Hardhack

It first caught my eye on a walk in the sunny, rolling hills of Panama Flats.  What a pretty shrub!  AND It’s happily growing in the wild with no gardener to fuss over it!!!

hardhack, steeplebush garden Victoria BC Pacific Northwest
hardhack
photo by SVSeekins

My mind flashes to fantasies of a low maintenance garden. Isn’t this shrub  a good candidate for membership?

My go-to native plant guide, Plants of the Pacific Northwest, helps identify it:
Common names: hardhack & steeplebush.
BUT it’s the Latin name that rings bells with me:   Spirea Douglasii
Spirea !!
Cousin to the decorative spirea that I see in so many urban landscapes.
Very encouraging.

non-native spirea garden Victoria BC Pacific Northwest
non-native spirea
photo by SVSeekins

The Douglas Spirea ‘s deciduous leafs are grayish with woolly texture which leads me to guess that they’re deer tolerant. Word has it that black tail deer graze it.  Then another source says it is deer resistant  Who knows?

It tops out at 6ft./ 2m, which is handy for hedging.

The typical home is in moist areas.  That explains why it’s found at Panama Flats as well as Swan Lake Nature Sanctuary.  It’s suckering habit produces dense thickets along stream banks.

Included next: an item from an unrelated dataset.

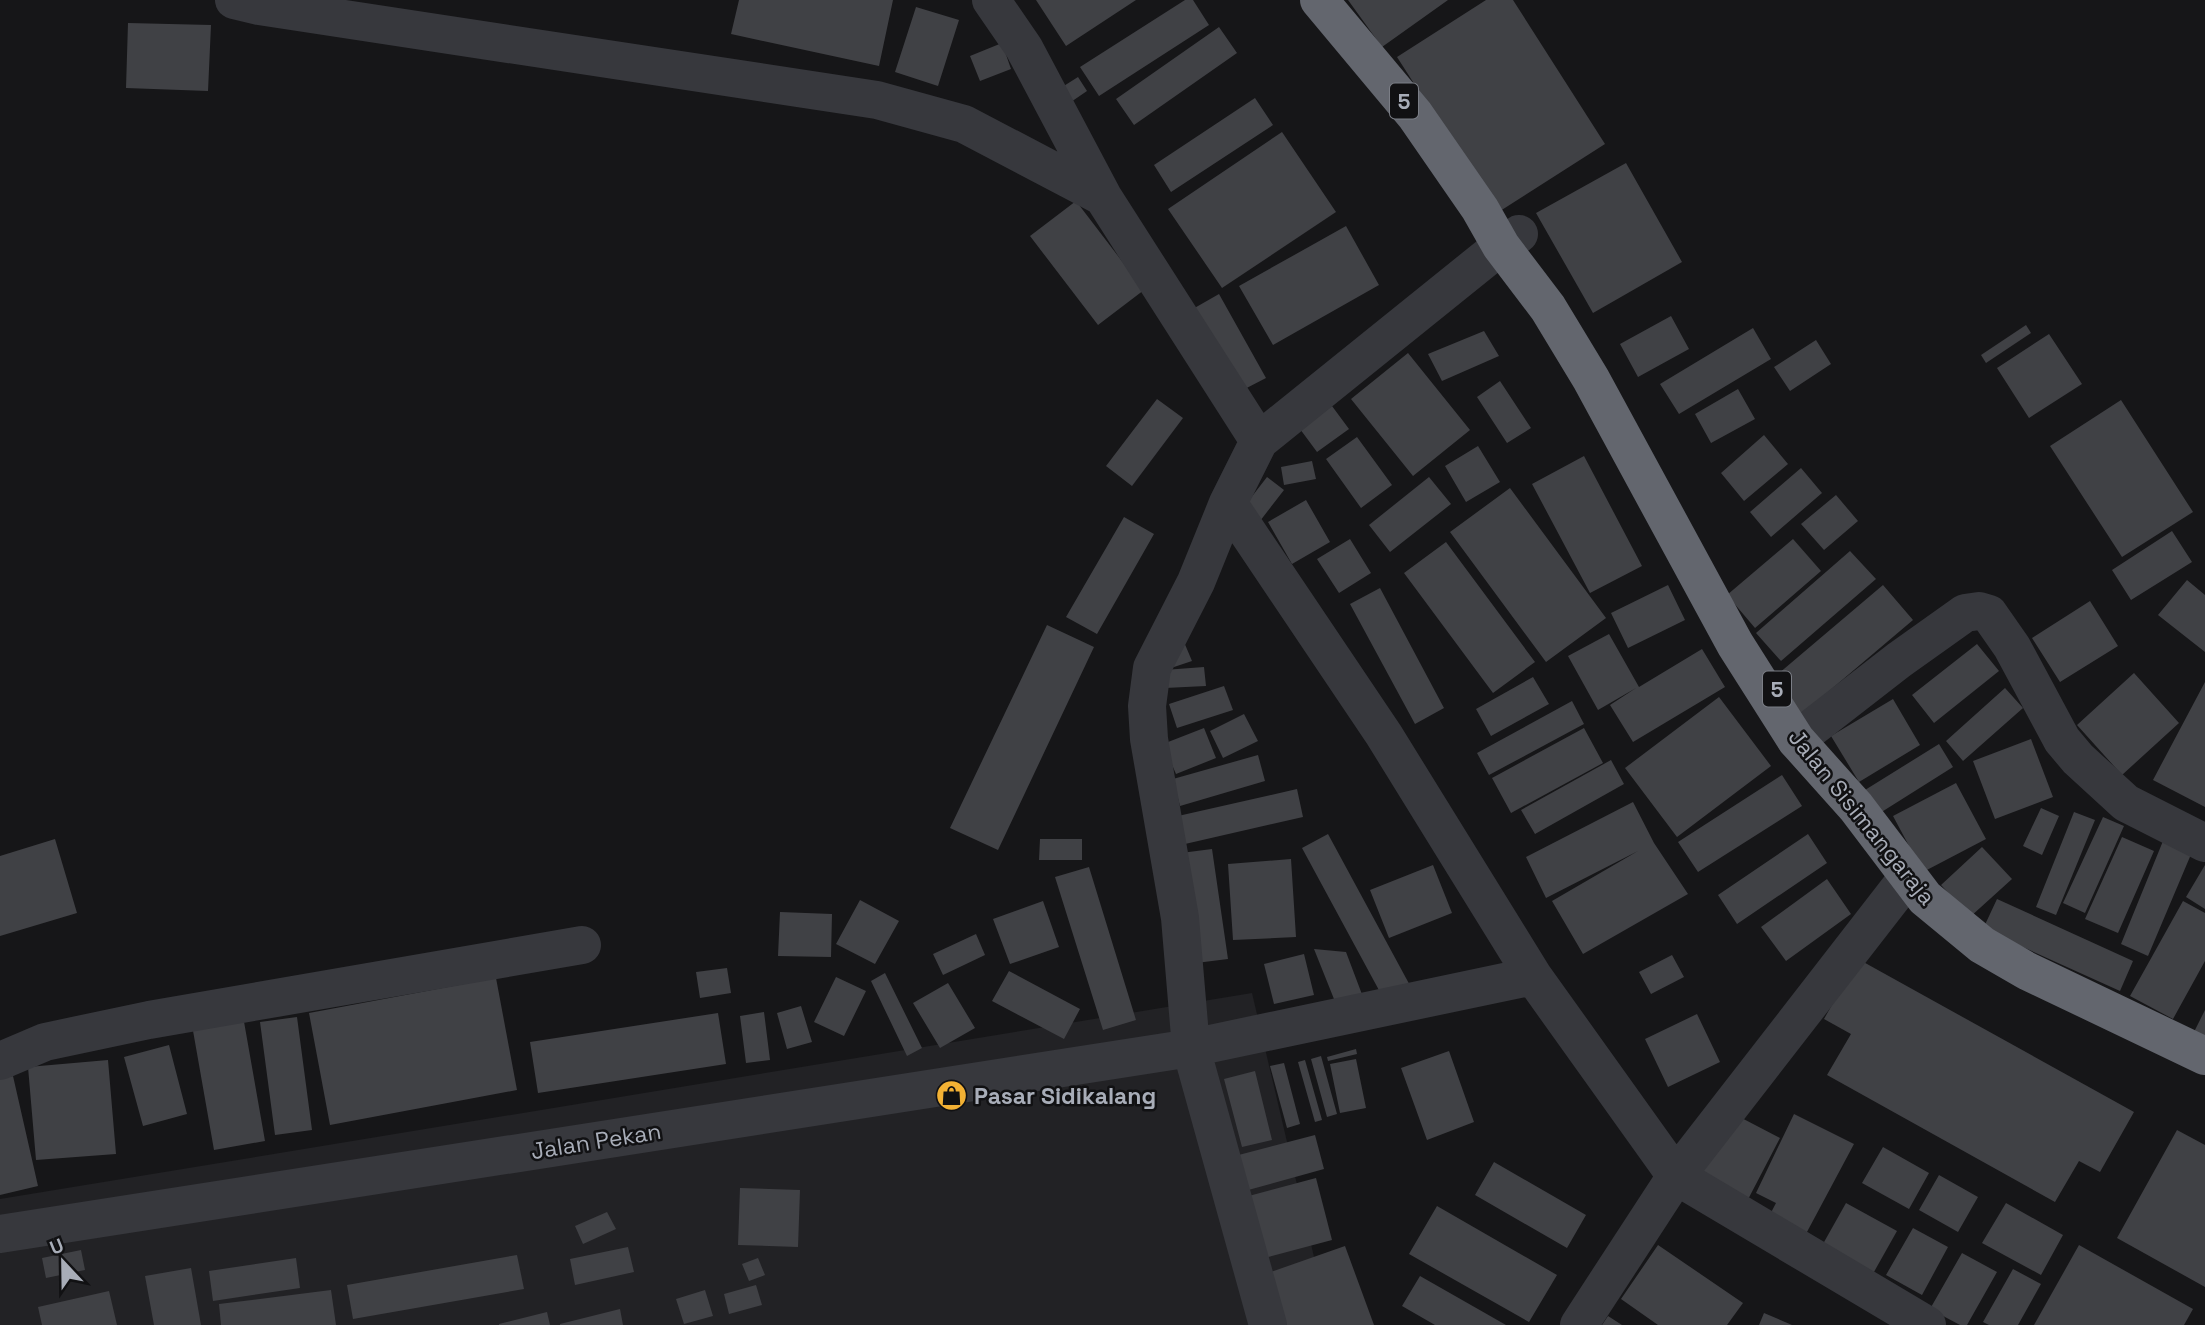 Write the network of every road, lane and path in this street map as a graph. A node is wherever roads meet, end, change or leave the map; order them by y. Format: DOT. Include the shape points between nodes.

The pink steeples of Hardhack first appear in June.  The flowers last through the heat of summer eventually turning to brown seed clusters that hold on long after the leaves fall.  That’s a luxuriously long season for feeding bees, then birds!

hardhack, steeplebush garden Victoria BC Pacific Northwest
hardhack / steeplebush
photo by SVSeekins

This plant is just as pretty as the classic lilac (syringa)  & butterfly bush (buddleja).  Both of those shrubs can be dominating in a garden landscape, seeding or suckering willy-nilly.  I reckon hardhack is a choice replacement option, especially because it is much more of a food source to local birds,  pollinators, & wild life.   It can be dominating like the other two, but only in very moist situations.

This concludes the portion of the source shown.